Publication year - 2008
Publication title -
clinical and experimental dermatology
Language(s) - English
Resource type - Journals
SCImago Journal Rank - 0.587
H-Index - 78
eISSN - 1365-2230
pISSN - 0307-6938
DOI - 10.1111/j.1365-2230.2007.02628.x
Subject(s) - psoriasis , haplotype , single nucleotide polymorphism , allele , allele frequency , medicine , genetic predisposition , population , immunology , genotype , gastroenterology , genetics , biology , gene , disease , environmental health
Summary Polymorphisms of the IL‐10 promoter have been implicated in the genetic susceptibility to many autoimmune diseases, including psoriasis.
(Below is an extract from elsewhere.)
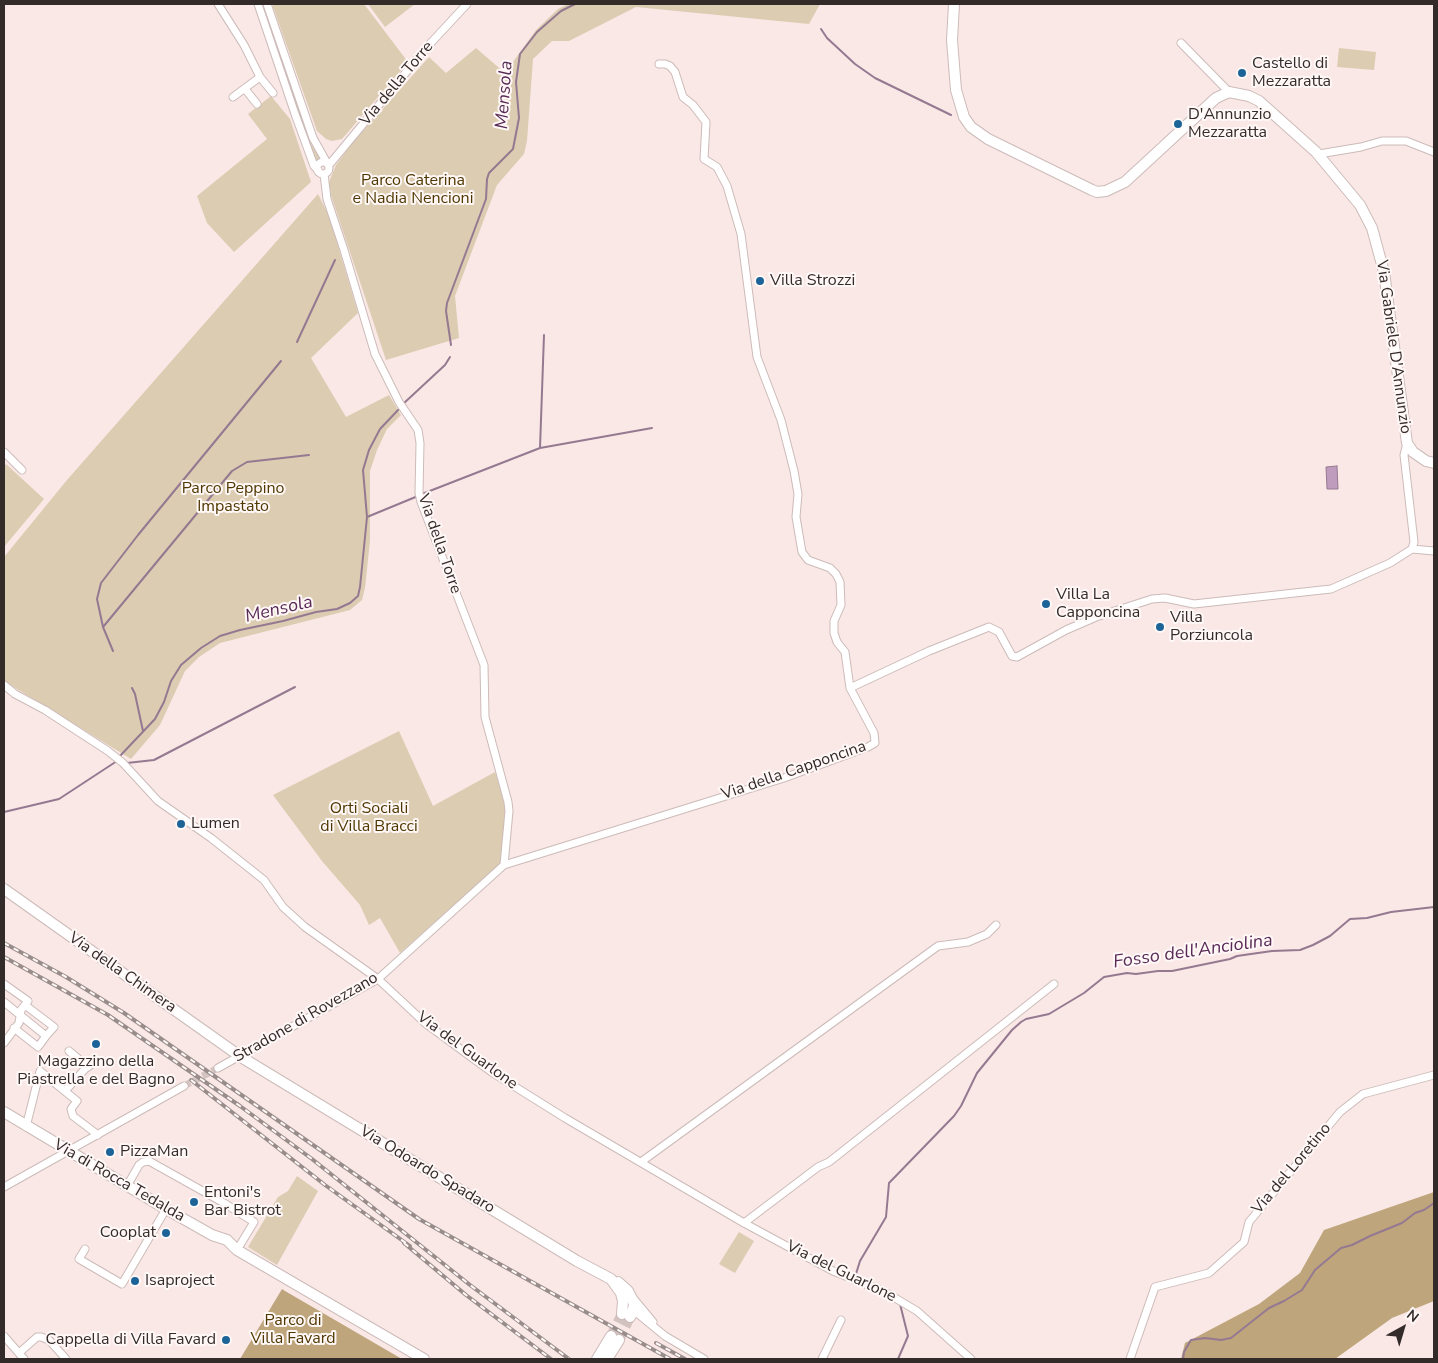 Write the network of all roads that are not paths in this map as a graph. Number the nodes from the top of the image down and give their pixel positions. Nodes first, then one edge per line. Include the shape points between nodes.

Four putative functional single‐nucleotide polymorphisms (SNPs) within the interleukin‐10 promoter region (−3575T/A, −2763A/C, −1082G/A and −592C/A) were analysed in 139 patients with chronic plaque psoriasis and in 155 unrelated healthy controls from Thailand. There were no significant differences in the allele frequencies of any of the four SNPs between patients with psoriasis and controls. However, the frequency of the −2763A allele was increased in patients with late‐onset psoriasis compared with controls and patients with early‐onset psoriasis [OR = 2.94, 95% CI 1.16–7.39, corrected P value ( Pc ) = 0.04 and OR = 3.26, 95% CI 1.13–9.51, Pc = 0.048, respectively]. The AAGC (−3575/−2763/−1082/−592) haplotype frequency was higher in late‐onset compared with early onset psoriasis (OR = 4.37, 95% CI 1.24–15.97, Pc = 0.027). This study suggests that the −2763A allele and the extended AAGC haplotype can be used as a genetic marker for susceptibility to late‐onset psoriasis in a Thai population.